**Given records:**
● ● ●

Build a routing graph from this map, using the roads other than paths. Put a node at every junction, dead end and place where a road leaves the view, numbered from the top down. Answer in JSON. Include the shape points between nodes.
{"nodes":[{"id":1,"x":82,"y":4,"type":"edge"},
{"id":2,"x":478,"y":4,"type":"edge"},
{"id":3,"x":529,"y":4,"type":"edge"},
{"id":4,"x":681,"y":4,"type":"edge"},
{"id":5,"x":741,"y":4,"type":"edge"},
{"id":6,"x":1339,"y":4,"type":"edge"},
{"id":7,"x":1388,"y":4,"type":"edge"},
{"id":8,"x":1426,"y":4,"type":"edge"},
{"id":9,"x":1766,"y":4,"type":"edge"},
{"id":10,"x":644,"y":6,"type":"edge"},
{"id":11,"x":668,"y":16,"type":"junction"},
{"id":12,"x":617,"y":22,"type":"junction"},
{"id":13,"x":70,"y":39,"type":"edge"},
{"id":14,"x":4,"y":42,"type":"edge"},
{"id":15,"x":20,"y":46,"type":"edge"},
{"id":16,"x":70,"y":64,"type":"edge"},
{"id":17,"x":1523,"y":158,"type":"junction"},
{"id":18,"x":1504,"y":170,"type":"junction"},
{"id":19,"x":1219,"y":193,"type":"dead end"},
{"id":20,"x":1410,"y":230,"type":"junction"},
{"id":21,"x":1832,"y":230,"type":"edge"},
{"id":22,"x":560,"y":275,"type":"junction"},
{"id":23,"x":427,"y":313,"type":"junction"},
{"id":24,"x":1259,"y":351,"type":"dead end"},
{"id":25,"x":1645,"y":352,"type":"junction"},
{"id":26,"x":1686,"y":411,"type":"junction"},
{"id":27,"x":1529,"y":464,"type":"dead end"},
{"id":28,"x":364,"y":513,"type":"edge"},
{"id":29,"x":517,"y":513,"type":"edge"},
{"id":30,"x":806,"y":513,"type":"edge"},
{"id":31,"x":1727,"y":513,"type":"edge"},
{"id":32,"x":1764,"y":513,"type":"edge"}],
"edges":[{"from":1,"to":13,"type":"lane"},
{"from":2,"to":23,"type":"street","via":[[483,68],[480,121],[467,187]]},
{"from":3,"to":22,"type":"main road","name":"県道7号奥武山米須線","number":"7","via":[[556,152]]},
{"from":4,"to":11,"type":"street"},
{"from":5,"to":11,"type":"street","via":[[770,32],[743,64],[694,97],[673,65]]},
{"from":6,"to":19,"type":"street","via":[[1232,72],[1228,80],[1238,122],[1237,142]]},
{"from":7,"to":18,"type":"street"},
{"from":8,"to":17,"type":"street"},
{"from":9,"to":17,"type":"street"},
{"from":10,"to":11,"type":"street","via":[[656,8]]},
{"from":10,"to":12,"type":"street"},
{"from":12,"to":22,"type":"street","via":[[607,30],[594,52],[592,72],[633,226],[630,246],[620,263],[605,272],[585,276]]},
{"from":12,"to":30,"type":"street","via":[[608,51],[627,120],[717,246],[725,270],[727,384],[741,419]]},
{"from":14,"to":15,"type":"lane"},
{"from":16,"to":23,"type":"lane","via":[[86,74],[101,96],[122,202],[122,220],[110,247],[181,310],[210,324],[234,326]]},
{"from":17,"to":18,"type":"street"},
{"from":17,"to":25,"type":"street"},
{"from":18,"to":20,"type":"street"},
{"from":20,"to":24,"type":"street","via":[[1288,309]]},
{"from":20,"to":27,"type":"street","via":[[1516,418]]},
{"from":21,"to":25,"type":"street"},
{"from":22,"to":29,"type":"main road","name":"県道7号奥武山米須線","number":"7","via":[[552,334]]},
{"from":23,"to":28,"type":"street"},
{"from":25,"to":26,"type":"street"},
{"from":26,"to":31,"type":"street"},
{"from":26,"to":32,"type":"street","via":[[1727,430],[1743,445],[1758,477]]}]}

● ● ●

**Work request:**
Reproduce the full block of data exactly, omitting nothing.

**Result for this task:**
Build a routing graph from this map, using the roads other than paths. Put a node at every junction, dead end and place where a road leaves the view, numbered from the top down. Answer in JSON. Include the shape points between nodes.
{"nodes":[{"id":1,"x":82,"y":4,"type":"edge"},
{"id":2,"x":478,"y":4,"type":"edge"},
{"id":3,"x":529,"y":4,"type":"edge"},
{"id":4,"x":681,"y":4,"type":"edge"},
{"id":5,"x":741,"y":4,"type":"edge"},
{"id":6,"x":1339,"y":4,"type":"edge"},
{"id":7,"x":1388,"y":4,"type":"edge"},
{"id":8,"x":1426,"y":4,"type":"edge"},
{"id":9,"x":1766,"y":4,"type":"edge"},
{"id":10,"x":644,"y":6,"type":"edge"},
{"id":11,"x":668,"y":16,"type":"junction"},
{"id":12,"x":617,"y":22,"type":"junction"},
{"id":13,"x":70,"y":39,"type":"edge"},
{"id":14,"x":4,"y":42,"type":"edge"},
{"id":15,"x":20,"y":46,"type":"edge"},
{"id":16,"x":70,"y":64,"type":"edge"},
{"id":17,"x":1523,"y":158,"type":"junction"},
{"id":18,"x":1504,"y":170,"type":"junction"},
{"id":19,"x":1219,"y":193,"type":"dead end"},
{"id":20,"x":1410,"y":230,"type":"junction"},
{"id":21,"x":1832,"y":230,"type":"edge"},
{"id":22,"x":560,"y":275,"type":"junction"},
{"id":23,"x":427,"y":313,"type":"junction"},
{"id":24,"x":1259,"y":351,"type":"dead end"},
{"id":25,"x":1645,"y":352,"type":"junction"},
{"id":26,"x":1686,"y":411,"type":"junction"},
{"id":27,"x":1529,"y":464,"type":"dead end"},
{"id":28,"x":364,"y":513,"type":"edge"},
{"id":29,"x":517,"y":513,"type":"edge"},
{"id":30,"x":806,"y":513,"type":"edge"},
{"id":31,"x":1727,"y":513,"type":"edge"},
{"id":32,"x":1764,"y":513,"type":"edge"}],
"edges":[{"from":1,"to":13,"type":"lane"},
{"from":2,"to":23,"type":"street","via":[[483,68],[480,121],[467,187]]},
{"from":3,"to":22,"type":"main road","name":"県道7号奥武山米須線","number":"7","via":[[556,152]]},
{"from":4,"to":11,"type":"street"},
{"from":5,"to":11,"type":"street","via":[[770,32],[743,64],[694,97],[673,65]]},
{"from":6,"to":19,"type":"street","via":[[1232,72],[1228,80],[1238,122],[1237,142]]},
{"from":7,"to":18,"type":"street"},
{"from":8,"to":17,"type":"street"},
{"from":9,"to":17,"type":"street"},
{"from":10,"to":11,"type":"street","via":[[656,8]]},
{"from":10,"to":12,"type":"street"},
{"from":12,"to":22,"type":"street","via":[[607,30],[594,52],[592,72],[633,226],[630,246],[620,263],[605,272],[585,276]]},
{"from":12,"to":30,"type":"street","via":[[608,51],[627,120],[717,246],[725,270],[727,384],[741,419]]},
{"from":14,"to":15,"type":"lane"},
{"from":16,"to":23,"type":"lane","via":[[86,74],[101,96],[122,202],[122,220],[110,247],[181,310],[210,324],[234,326]]},
{"from":17,"to":18,"type":"street"},
{"from":17,"to":25,"type":"street"},
{"from":18,"to":20,"type":"street"},
{"from":20,"to":24,"type":"street","via":[[1288,309]]},
{"from":20,"to":27,"type":"street","via":[[1516,418]]},
{"from":21,"to":25,"type":"street"},
{"from":22,"to":29,"type":"main road","name":"県道7号奥武山米須線","number":"7","via":[[552,334]]},
{"from":23,"to":28,"type":"street"},
{"from":25,"to":26,"type":"street"},
{"from":26,"to":31,"type":"street"},
{"from":26,"to":32,"type":"street","via":[[1727,430],[1743,445],[1758,477]]}]}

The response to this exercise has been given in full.